Part of this will be spun as an "old-people-don't-get-technology" thing...that Billington being 86+ years old meant that he was unable to manage the library's transition to the digital age. To put that in perspective, he was nearly 50-years-old by the time the Apple ][ came out. But I don't think that's the right lesson to take...Older people can learn computers just fine as an intellectual pursuit, it's just that many of them don't have much reason to, especially if they are near retirement or have a job that's not computer-related. It's a matter of incentive; if their job required computers, and they value having a salary, anyone can become adequately acquainted with the computer.

But it just sounds like Billington, among other things, was just a bad/aloof manager, something that can get exacerbated over time if you're at the same job for 10/20/30+ years. If he was also willfully ignorant/uncurious about the digital age, e.g. "Books, radios, computers; they're all the same thing"...then it would seem that the LoC's technological progress would happen in spite of, rather than because of its leader's vision.

But if an 85-year old leader who is still interested in the work even 20 years after he could've retired to a nice pension, and engaged enough to humble himself to learn new technology. Sure, I'll take that any day over a 30-something startup-millionaire. I think institutional memory is very important, and being liked and respected by everyone who controls your budget is not an insignificant asset, especially when it comes to libraries.

Let's see what'll happen to the LOC-supported BIBFRAME.

And whether it or something IFLA-supported FRBR/FRAD/FRSAD/FRBRoo/PRESSoo will win out.

We might even have the answer to that by the time the next Librarian of Congress comes around.
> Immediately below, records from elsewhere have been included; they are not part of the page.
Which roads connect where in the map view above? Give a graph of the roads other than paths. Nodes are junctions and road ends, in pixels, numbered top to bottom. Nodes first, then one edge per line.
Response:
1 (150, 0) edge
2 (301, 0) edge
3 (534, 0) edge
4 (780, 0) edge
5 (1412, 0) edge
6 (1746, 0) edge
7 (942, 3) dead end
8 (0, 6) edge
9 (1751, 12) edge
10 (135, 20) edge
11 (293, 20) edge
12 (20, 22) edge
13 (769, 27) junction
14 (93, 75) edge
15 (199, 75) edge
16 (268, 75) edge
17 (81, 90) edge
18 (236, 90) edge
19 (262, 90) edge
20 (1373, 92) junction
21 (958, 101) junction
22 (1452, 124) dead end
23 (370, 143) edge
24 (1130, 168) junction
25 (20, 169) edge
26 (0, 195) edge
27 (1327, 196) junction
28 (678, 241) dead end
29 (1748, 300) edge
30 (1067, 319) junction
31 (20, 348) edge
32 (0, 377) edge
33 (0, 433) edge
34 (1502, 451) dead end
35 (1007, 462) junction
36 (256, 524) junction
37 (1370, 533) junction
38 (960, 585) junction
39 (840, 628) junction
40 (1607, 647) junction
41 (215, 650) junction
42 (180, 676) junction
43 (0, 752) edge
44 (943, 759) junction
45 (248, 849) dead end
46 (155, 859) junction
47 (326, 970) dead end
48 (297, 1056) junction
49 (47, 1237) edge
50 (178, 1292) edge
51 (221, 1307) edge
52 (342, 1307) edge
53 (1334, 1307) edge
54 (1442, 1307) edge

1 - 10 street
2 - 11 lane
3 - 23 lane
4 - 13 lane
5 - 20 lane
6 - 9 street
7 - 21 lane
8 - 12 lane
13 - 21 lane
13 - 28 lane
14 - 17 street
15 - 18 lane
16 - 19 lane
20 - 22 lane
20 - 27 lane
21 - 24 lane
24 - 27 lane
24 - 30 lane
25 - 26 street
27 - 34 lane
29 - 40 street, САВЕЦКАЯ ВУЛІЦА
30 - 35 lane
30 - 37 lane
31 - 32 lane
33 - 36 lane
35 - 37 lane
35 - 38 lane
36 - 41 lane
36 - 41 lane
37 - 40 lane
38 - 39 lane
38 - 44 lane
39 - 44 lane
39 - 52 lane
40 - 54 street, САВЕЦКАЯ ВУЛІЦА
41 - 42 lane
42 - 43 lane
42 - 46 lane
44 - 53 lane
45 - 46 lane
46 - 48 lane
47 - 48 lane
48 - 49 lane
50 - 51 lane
Change the Federal E-Rate guidelines to allow non-library-science master's degree holders to "be librarians", & for the districts that employ "nontraditional" librarians to receive full funding. Through regulatory capture, the American Library Association subsidizes a program of study that has an astonishingly narrow scope, to the exclusion of anything more technical than MS Word & General Reference Center Gold.
Some ideas: train volunteers to do the digitization work; aggressively invest then rent out the digitization infrastructure to industry once backlog is cleared; sponsor competitions inviting open source solutions for LoC IT problems.